Problem details: Scan the records for the string "adjacency"; copy each line where it occurs.

Information given:
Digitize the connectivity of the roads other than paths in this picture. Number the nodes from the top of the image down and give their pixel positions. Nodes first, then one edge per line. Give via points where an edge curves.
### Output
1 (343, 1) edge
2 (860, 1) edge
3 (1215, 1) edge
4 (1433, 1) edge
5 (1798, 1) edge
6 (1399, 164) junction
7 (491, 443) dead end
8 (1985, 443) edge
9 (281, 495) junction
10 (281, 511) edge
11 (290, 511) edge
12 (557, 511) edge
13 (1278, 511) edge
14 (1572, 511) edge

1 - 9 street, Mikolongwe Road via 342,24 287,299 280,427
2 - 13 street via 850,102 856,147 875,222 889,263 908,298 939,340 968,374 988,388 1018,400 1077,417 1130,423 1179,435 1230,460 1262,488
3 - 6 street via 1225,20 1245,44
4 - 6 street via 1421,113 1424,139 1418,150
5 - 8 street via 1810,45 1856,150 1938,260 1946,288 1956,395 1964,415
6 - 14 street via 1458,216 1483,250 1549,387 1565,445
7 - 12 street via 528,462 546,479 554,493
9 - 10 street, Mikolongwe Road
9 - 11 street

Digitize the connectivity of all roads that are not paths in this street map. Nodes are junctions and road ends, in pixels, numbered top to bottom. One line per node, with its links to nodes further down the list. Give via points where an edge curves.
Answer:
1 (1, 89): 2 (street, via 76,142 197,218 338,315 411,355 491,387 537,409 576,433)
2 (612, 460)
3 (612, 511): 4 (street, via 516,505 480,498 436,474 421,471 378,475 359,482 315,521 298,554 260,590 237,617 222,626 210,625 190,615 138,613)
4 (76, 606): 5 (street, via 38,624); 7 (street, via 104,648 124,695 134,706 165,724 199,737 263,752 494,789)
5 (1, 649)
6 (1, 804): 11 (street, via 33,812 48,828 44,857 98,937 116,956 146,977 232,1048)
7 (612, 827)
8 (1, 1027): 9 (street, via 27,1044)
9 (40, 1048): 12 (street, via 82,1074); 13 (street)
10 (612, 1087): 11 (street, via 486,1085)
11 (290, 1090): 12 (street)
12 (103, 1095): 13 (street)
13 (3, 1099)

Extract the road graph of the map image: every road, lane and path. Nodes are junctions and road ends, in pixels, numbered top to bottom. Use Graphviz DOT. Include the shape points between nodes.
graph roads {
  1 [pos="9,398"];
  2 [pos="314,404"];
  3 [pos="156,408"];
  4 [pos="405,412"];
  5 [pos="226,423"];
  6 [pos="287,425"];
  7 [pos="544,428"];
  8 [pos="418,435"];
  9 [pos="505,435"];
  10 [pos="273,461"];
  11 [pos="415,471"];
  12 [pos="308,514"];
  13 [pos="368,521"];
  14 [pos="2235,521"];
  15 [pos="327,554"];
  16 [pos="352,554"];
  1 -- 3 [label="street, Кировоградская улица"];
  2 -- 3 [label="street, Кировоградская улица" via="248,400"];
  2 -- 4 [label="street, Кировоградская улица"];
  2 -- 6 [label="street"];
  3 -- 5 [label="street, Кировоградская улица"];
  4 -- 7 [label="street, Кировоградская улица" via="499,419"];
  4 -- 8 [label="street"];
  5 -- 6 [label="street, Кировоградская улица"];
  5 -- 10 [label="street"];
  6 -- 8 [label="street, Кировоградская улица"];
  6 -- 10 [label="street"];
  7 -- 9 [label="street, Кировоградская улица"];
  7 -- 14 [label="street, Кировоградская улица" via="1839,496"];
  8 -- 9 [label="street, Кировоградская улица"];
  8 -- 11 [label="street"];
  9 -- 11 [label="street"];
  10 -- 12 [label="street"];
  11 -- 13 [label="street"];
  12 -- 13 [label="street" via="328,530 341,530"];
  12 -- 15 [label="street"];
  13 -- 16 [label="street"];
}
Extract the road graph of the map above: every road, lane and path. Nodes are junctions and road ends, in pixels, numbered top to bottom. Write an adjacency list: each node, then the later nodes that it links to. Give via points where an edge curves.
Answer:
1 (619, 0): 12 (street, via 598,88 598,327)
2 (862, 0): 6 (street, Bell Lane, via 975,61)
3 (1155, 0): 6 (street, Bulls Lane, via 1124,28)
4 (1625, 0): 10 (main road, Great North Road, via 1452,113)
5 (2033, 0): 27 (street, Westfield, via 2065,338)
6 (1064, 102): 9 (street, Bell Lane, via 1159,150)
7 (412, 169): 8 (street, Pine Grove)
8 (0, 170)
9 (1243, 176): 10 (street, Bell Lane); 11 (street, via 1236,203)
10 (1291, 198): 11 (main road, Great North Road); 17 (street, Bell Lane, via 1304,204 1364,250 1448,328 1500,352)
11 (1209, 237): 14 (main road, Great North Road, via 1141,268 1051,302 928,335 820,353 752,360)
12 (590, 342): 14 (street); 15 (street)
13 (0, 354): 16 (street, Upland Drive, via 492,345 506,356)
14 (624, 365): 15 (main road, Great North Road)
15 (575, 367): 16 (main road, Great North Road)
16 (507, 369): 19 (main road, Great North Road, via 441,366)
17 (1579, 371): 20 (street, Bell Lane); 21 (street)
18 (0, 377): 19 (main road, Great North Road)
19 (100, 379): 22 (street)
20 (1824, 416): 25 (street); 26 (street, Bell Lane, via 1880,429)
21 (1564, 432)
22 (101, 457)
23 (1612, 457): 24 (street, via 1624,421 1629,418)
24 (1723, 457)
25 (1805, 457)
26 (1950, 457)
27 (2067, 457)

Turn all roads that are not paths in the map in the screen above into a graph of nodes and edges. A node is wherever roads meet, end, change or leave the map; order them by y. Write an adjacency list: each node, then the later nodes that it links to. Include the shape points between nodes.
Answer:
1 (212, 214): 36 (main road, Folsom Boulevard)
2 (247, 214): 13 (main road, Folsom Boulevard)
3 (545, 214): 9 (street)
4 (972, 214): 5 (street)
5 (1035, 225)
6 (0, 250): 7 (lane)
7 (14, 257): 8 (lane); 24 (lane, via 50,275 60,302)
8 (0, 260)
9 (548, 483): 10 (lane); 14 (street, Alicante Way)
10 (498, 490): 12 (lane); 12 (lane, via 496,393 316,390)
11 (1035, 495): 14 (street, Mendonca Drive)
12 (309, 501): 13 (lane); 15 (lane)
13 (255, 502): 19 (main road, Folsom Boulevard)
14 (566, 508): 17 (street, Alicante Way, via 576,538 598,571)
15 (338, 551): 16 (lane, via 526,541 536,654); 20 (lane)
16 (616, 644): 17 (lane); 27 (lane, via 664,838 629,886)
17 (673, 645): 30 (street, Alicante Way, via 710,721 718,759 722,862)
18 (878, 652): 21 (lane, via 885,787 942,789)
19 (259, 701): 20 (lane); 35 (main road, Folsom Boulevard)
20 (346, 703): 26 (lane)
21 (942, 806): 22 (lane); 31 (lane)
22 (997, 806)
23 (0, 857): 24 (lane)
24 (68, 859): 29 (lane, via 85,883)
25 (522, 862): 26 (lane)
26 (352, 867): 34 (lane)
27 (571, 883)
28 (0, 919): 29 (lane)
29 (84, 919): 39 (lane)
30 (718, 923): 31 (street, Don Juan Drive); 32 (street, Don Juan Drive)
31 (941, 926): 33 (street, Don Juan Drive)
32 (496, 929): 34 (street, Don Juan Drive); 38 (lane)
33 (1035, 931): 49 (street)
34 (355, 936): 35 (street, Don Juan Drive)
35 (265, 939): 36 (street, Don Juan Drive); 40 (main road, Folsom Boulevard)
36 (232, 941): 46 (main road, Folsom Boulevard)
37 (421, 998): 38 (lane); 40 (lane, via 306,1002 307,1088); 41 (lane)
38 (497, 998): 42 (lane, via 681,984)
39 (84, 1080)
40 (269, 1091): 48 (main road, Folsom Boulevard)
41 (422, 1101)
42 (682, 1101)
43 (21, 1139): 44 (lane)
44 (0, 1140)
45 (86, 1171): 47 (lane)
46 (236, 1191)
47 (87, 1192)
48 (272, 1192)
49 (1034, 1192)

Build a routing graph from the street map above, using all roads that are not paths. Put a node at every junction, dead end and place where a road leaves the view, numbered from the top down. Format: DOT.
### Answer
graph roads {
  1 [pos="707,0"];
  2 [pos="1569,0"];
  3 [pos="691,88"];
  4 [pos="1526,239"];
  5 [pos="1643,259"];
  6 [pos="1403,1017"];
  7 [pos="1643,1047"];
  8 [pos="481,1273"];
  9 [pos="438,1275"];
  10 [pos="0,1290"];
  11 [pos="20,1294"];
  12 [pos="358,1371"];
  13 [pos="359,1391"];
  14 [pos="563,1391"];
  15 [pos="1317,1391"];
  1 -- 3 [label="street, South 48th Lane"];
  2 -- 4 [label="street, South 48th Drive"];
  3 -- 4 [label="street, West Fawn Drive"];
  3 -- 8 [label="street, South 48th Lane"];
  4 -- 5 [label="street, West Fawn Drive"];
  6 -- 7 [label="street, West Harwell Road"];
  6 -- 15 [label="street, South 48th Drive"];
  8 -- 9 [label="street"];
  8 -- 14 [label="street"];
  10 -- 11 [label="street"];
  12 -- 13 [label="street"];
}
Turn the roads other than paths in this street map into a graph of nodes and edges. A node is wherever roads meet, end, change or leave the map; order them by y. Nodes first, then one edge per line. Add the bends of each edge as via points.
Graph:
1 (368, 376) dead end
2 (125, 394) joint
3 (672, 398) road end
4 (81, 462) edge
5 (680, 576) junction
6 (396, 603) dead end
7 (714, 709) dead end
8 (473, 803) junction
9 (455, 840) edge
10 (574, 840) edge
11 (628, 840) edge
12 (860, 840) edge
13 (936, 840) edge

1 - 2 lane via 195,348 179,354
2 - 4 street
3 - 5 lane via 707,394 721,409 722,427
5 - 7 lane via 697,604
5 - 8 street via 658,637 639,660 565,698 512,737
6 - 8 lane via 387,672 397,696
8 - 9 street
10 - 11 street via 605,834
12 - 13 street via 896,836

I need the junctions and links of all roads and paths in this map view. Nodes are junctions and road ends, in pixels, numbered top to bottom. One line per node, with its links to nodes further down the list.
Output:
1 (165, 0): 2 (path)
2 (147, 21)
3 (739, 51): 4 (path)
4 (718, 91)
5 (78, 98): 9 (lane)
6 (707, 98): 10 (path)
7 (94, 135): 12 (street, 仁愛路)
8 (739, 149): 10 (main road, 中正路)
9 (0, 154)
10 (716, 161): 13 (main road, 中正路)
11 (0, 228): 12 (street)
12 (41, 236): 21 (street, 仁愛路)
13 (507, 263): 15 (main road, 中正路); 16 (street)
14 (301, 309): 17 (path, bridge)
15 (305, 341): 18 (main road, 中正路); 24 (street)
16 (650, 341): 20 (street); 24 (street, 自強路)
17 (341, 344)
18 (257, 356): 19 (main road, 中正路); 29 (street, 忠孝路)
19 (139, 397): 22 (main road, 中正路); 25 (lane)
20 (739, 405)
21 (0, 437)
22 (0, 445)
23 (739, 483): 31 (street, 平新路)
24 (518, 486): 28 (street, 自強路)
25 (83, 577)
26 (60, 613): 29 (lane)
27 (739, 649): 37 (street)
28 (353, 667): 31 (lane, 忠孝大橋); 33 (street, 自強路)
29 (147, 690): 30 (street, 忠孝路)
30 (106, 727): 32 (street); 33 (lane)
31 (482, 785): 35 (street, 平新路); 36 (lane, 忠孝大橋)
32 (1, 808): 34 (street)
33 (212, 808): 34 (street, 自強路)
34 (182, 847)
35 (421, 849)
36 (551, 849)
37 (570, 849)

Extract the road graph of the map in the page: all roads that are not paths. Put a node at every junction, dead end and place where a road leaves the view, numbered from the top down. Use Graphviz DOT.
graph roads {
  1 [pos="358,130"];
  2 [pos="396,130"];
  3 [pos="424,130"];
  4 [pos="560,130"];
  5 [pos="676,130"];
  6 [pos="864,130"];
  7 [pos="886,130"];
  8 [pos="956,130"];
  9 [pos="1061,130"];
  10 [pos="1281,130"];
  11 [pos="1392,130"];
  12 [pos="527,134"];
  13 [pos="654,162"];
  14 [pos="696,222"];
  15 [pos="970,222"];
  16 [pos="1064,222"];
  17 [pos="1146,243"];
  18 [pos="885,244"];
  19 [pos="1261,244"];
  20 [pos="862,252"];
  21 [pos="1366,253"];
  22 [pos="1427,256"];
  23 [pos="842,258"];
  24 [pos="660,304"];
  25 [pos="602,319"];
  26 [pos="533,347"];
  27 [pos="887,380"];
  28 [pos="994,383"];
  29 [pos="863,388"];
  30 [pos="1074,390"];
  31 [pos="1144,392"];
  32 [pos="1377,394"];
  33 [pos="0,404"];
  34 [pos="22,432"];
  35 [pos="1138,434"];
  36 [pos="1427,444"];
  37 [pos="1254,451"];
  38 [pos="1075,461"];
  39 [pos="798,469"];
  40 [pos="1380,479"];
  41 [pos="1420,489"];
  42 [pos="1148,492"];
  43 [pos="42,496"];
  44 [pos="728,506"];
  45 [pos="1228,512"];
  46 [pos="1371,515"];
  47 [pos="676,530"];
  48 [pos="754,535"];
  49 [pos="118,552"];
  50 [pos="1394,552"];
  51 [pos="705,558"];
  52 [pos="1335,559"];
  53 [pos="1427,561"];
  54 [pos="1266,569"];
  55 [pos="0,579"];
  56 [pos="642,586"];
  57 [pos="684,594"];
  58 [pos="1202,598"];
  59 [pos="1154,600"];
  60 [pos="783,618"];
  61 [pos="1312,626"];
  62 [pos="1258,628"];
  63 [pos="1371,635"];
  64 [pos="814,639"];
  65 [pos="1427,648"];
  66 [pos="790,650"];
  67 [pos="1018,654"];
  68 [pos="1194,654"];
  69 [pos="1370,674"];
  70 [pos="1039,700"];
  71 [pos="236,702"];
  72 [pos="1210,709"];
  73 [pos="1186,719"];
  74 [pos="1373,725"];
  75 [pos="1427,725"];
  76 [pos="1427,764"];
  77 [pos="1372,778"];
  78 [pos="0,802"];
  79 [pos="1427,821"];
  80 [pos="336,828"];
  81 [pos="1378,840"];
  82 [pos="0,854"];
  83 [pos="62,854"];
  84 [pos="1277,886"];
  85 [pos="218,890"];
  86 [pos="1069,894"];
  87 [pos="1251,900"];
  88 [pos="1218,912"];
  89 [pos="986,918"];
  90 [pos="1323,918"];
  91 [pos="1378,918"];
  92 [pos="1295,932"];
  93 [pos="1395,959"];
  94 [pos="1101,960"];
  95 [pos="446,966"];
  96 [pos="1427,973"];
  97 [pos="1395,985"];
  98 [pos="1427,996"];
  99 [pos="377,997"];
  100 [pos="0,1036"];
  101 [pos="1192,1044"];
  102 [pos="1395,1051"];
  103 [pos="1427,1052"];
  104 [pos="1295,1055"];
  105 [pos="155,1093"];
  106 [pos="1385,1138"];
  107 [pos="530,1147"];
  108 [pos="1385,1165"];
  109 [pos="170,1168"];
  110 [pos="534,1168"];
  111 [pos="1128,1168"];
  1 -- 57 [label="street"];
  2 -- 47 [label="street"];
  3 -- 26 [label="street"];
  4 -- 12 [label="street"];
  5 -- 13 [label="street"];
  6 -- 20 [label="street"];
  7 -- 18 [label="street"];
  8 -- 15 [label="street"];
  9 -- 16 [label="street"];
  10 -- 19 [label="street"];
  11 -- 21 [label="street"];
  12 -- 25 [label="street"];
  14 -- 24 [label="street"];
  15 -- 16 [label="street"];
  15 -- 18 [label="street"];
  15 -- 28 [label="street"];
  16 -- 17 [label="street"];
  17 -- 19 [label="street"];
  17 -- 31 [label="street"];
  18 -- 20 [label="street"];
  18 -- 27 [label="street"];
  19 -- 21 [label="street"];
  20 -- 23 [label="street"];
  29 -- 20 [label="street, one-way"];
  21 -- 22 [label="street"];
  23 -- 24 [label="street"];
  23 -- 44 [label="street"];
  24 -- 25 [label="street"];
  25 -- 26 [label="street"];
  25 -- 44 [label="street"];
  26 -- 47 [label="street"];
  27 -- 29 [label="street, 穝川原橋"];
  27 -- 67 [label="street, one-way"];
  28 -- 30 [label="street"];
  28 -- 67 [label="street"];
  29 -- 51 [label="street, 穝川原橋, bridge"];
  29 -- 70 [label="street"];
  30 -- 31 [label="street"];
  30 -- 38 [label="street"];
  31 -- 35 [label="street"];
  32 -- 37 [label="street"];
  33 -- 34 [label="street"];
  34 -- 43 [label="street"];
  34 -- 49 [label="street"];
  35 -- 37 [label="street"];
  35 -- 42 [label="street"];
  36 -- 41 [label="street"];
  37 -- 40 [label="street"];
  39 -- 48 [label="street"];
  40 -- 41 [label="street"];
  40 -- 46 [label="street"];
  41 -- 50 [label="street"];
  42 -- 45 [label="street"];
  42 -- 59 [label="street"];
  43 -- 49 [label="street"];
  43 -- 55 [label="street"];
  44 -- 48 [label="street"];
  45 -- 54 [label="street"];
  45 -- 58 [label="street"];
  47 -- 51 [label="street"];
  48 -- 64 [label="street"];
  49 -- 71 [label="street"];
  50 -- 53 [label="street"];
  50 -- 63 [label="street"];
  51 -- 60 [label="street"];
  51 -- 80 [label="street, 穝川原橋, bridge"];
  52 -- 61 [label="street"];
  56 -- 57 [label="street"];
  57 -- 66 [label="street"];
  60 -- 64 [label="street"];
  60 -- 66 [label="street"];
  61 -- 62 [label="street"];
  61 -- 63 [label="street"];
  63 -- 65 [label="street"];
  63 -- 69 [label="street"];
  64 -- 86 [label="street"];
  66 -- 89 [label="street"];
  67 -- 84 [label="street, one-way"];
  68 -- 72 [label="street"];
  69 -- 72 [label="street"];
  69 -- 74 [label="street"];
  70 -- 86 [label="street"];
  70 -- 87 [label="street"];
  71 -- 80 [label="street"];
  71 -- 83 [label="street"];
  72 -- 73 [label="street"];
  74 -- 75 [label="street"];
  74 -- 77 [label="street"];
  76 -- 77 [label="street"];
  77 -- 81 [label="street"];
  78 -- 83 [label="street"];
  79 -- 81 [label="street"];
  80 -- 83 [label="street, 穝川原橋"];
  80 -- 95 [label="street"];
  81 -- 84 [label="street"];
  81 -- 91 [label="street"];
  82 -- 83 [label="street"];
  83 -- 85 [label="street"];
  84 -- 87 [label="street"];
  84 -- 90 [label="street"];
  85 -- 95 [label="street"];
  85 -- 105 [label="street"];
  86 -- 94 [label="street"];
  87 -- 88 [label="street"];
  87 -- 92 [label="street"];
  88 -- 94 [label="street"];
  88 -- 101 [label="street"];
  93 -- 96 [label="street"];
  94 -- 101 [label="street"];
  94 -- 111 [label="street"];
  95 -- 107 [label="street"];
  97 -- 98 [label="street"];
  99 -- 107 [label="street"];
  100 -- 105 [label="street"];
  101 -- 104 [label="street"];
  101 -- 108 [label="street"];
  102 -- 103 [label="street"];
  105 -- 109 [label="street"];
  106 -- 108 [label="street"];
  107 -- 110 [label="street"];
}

Output below:
Extract the road graph of the map above: every road, lane and path. Nodes are junctions and road ends, in pixels, numbered top to bottom. Write an adjacency list: each node, then the later nodes that it links to. Give via points where an edge curves.
Turn all roads that are not paths in the map in the screen above into a graph of nodes and edges. A node is wherever roads meet, end, change or leave the map; order them by y. Write an adjacency list: each node, then the later nodes that it links to. Include the shape points between nodes.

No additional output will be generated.